C'est là qu'est le mensonge !


Je ne vous reproche pas vos distinctions, mais que vous en fassiez la mesure dominante de tous les problèmes d'autorité.

Je n'ai jamais fait une telle chose et vous le savez fort bien. Chaque fois que j'ai pu émettre une réticence sur un acte pouvant éventuellement être attribué au magistère, j'ai toujours dit pourquoi et avec une argumentation qui me paraissait fondée, ou du moins à laquelle vous n'aviez rien su répliquer. Et c'est précisément parce que vous ne saviez rien répliquer à mon argumentation que vous avez inventé cette légende que je m'érigerais en juge du magistère. Insulter son interlocuteur en lui prêtant des idées qu'il n'a jamais exprimé est plus facile que de répondre aux objections concrètes qu'il a porté contre tel acte précis. Mais ce n'est guère élégant. Heureux d'apprendre qu'à la place de la Ste Vierge ou de St Jean, vous auriez fait comme eux, mais qu'auriez-vous fait à la place des bourreaux ? Vous auriez obéi ? Moi, à la place des bourreaux de Savonarole, avec la grâce de Dieu, j'aurais refusé d'obéir, et affronté les conséquences d'une telle désobéissance. Car en dépit de l'autorité du magistère pontifical qui l'avait condamné, Savonarole était innocent (du moins du crime dont on l'accusait) et participer à son exécution était un assassinat. Le fait d'en avoir reçu l'ordre du pape n'était qu'une circonstance atténuante qui n'exonère jamais totalement du crime commis. Mais, pour agir ainsi encore faut-il admettre qu'il est des cas (certes, exceptionnels) où l'on peut et même l'on doit refuser d'obéir, fut-ce au magistère.
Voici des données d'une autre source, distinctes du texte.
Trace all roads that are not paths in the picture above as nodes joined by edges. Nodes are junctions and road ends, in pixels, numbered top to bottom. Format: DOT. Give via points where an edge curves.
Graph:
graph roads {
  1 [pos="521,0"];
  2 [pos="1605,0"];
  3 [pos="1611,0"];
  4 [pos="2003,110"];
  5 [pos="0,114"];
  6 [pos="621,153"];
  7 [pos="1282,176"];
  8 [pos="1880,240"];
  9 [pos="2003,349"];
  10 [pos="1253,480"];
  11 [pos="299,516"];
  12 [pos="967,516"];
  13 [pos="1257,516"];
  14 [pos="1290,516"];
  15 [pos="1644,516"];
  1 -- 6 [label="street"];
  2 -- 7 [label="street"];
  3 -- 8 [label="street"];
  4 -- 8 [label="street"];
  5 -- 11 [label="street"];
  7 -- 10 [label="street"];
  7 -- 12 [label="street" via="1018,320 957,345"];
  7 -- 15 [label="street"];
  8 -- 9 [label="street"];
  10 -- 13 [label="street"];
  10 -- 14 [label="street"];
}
Il ne me semblait pas vous l'admettiez, Puisque quand je prétendais, moi, être dans ce cas et que j'expliquais pourquoi, vous refusiez même d'en discuter, récusant par principe qu'on puisse jamais désobéir et m'accusant de tous les noms parce que je prétendais le contraire. Mais je constate que vous vous gardez bien de répondre à la question posée. Si je vous fait un procès d'intention en supposant que vous pourriez répondre "Oui", dites nous donc enfin votre réponse.